As part of a broader push on datacenter management, I was thinking about this story and some questions that had often come up in the field regarding why the NIC said the link was down. These were:

  1. Was there actually a transceiver plugged into the NIC?
  2. If so, did the NIC actually support using this transceiver?

Now, the second question is a bit of a funny one. The NIC obviously knows whether or not it can use what’s plugged in, but almost every time, the system doesn’t actually make it easy to find out. A lot of NIC drivers will emit a message that goes to a system log when the transceiver is plugged in or the NIC driver first attaches, but if you’re not looking for that message or just don’t happen to be on the system’s console when that happens, suddenly you’re out of luck. You might also ask why are there transceivers that aren’t supported by a NIC, but that’s a real can of worms.

Anyways, with that all in mind, I set out on a bit of a journey and put together some more concrete proposals for what to do here in terms of RFD 89: Project Tiresias. We’ll spend the rest of this entry going into a bit of background on transceivers and then discuss how we go from knowing whether or not they’re plugged in to actually determining who made them and where they are in the system.

What is a transceiver?

We’ve been using the term 'transceiver' quite a bit so far, but that’s a pretty generic term. Let’s spend a bit of time talking through that. First, we’re really focused on transceivers as used in the context of networking. When people think of wired networking, the most common thing that comes to mind are Ethernet Cables. Ethernet isn’t the only type of cable that’s been used. Before Ethernet was common, BNC coaxial cables were used on some NICs as well.

However, in the data center, Ethernet didn’t end up keeping up with the speeds and distances that connections were being use for (though 10 Gigabit Ethernet, 10GBASE-T, has started becoming more common). In this space, fiber-optic cables and copper twinaxial cables (twinax) are much more prominent. Note, twinaxial cables are rather different from their BNC coaxial relatives. Coaxial cables are used more often when there are shorter distances to cover, such as between a top of rack switch and a server. Fiber optic cables often cover longer distances or have higher throughputs.

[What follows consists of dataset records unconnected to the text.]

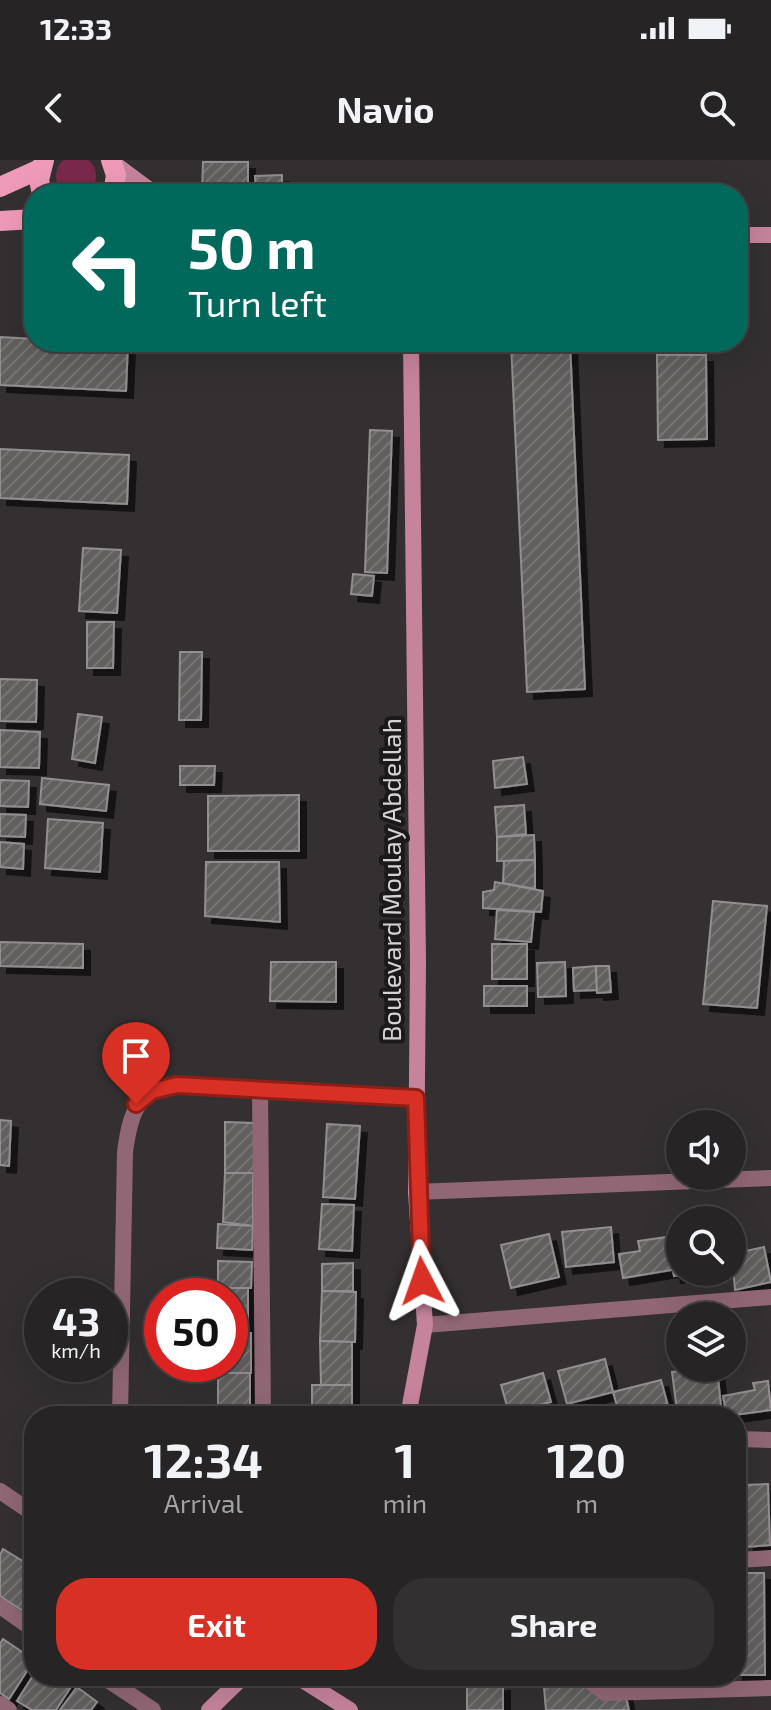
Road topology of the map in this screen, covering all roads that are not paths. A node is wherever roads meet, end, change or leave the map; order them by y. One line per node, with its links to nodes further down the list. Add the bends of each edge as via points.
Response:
1 (112, 161): 3 (main road); 4 (main road)
2 (42, 164): 5 (main road)
3 (115, 184)
4 (142, 184)
5 (0, 187)
6 (24, 220): 7 (main road)
7 (0, 221)
8 (748, 235): 9 (main road)
9 (771, 235)
10 (411, 352): 12 (main road, Boulevard Moulay Abdellah)
11 (260, 1089): 12 (street); 17 (street, via 165,1086 144,1096 130,1117); 18 (street)
12 (416, 1098): 14 (main road, Boulevard Moulay Abdellah)
13 (771, 1178): 14 (street)
14 (416, 1192): 16 (main road, Boulevard Moulay Abdellah)
15 (771, 1297): 16 (street)
16 (425, 1325): 19 (main road, Boulevard Moulay Abdellah)
17 (120, 1406)
18 (263, 1406)
19 (410, 1406)
20 (746, 1439): 21 (street)
21 (771, 1440)
22 (0, 1491): 23 (street)
23 (24, 1507)
24 (771, 1558): 25 (street)
25 (746, 1559)
26 (0, 1606): 27 (street)
27 (24, 1623)
28 (117, 1686): 35 (street)
29 (234, 1686): 36 (main road)
30 (312, 1686): 37 (main road)
31 (596, 1686): 32 (street, via 605,1693)
32 (771, 1688)
33 (0, 1704): 34 (street)
34 (9, 1710)
35 (153, 1710)
36 (209, 1710)
37 (350, 1710)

Because different types of cables are used in different situations, several vendors got together and agreed upon a set of standards to use when manufacturing these cables. This allowed NIC manufacturers to design a single physical and electrical interface, but still support different types of transceivers. These standards (technically a multi-source agreement) are maintained by the Small Form Factor (SFF) Committee. The committee manages standards not only for networking, but also for SAS cables and other devices.

If you’ve worked in this space, you may have heard of what are called SFP and SFP+ cables. These cables generally support 1 and 10 Gigabit networking respectively. The transceiver is controlled over an i2c bus by the NIC. The addresses and their meanings are standardized. They were originally standardized in a standard called INF-8074, but the current active standard for these devices is called SFF-8472.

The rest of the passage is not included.